Babysitting wasn’t exactly glamorous work, but it was the kind of task Mancini always had in mind for the experienced Vieira.
Although Mancini dropped the veteran for the FA Cup semi-final against Manchester United and the final victory over Stoke City, he did introduce him for late cameos in both matches.
The final turned out to be Vieira’s last professional match, six years after he lifted the same trophy in his final match for Arsenal.
In total, he scored six goals in 46 appearances for City, notching every 415 minutes — the best strike rate of his career.
📆 #OnThisDay in 2011:
🏆 FA Cup
🔁 Fourth Round Replay
🏟 Etihad Stadium
👤 Att: 27,276🚨 Man City 5-0 @Official_NCFC
⚽️ @OfficialVieira (37', 58')
⚽️ Carlos Tevez (84')
⚽️ @EdDzeko (89')
⚽️ @MicahRichards (90+1')#MCFC | @ManCity pic.twitter.com/WP6f9DmVTH— City Xtra (@City_Xtra) February 20, 2020
Puppet master
Like a slain Jedi, Vieira’s influence on City actually grew stronger after his retirement in 2011, when he became the club’s ‘Football Development Executive’.
In fact, the Frenchman’s most important contribution to City’s fortunes came not on the pitch, but in an innocuous-seeming interview in March 2012, when City narrowly trailed rivals United in the league.
On the red side of Manchester, Paul Scholes had recently come out of retirement, and Vieira saw an opportunity to get under United’s skin.
“Paul Scholes is a player that I really love and admire, one of the best English players of the last few years, and seeing him come back is good for him and for United,” Vieira said.
“But for him to come back just shows a little bit of weakness in United, because they had to bring a player back who was 37. [It] shows that they don’t have talent in there to replace him.”
Vieira’s words, a stinging criticism bundled within a compliment, prompted an astonishing reaction from Sir Alex Ferguson.
“If it’s desperation bringing the best midfielder in Britain back for the last 20 years then I think we can accept that,” said the United boss.
“If you talk about desperation, they played a player the other night who refused to go on the pitch, the manager said he’d never play again and he takes a five-month holiday in Argentina.

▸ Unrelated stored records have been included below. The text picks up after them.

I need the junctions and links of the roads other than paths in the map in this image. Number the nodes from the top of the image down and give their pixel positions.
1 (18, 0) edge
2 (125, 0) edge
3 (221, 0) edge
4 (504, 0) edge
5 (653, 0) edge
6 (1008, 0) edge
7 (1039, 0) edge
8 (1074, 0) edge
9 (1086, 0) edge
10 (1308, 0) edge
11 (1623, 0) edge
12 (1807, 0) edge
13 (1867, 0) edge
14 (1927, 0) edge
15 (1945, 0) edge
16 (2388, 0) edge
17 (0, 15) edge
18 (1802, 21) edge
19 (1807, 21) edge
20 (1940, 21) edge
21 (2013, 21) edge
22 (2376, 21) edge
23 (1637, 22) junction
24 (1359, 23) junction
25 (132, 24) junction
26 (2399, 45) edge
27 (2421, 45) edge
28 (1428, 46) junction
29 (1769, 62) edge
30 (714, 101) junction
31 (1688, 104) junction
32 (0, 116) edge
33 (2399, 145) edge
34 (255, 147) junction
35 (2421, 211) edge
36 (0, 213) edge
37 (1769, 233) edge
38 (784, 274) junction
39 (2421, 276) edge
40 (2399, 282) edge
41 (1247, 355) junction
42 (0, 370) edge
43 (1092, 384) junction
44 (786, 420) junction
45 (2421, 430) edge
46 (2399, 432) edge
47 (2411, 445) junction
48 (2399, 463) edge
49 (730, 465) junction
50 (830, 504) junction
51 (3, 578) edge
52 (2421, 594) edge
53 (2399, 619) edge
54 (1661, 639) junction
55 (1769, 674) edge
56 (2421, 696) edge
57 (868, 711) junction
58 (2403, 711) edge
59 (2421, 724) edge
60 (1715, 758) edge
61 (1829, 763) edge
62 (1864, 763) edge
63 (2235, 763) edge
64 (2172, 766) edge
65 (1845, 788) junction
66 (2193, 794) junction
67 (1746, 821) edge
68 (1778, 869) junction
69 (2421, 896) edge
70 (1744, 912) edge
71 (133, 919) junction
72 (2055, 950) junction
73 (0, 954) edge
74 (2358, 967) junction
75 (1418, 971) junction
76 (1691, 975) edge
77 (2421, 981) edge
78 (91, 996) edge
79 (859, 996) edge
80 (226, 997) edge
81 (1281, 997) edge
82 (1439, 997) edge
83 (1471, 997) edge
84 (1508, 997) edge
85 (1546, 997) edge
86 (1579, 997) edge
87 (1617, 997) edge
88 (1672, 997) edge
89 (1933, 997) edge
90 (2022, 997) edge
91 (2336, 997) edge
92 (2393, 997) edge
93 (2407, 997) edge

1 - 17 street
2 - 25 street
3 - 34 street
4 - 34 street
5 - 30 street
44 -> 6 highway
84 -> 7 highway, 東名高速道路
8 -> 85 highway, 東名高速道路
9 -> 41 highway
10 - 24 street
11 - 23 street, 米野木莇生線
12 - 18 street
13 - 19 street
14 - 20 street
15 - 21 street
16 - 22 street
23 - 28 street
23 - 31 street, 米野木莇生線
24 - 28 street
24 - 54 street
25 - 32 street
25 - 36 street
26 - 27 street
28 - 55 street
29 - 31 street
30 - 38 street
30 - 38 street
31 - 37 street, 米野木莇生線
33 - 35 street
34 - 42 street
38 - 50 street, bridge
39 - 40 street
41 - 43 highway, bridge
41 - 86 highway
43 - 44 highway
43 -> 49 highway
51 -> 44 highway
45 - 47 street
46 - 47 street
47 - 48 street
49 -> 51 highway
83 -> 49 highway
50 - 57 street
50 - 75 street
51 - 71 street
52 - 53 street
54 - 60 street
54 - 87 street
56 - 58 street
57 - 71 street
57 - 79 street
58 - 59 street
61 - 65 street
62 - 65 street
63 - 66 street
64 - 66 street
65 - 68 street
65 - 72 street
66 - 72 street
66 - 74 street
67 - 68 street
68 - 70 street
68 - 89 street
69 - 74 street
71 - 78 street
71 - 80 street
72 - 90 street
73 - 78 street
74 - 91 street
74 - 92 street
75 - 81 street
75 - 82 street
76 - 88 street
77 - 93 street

What is that? Could that come under the description of desperation?”
Ferguson, the man who had forced catastrophic meltdowns out of Kevin Keegan and Rafael Benitez, had himself been rattled — not by Roberto Mancini, but by a member of City’s backroom staff.
A month later, City won the Manchester derby 1-0, setting them on course for their first Premier League title.
Vieira’s performances didn’t always justify his £150,000-a-week wage, but his experience, influence and skills in psychological manipulation have made him an important part of City’s history.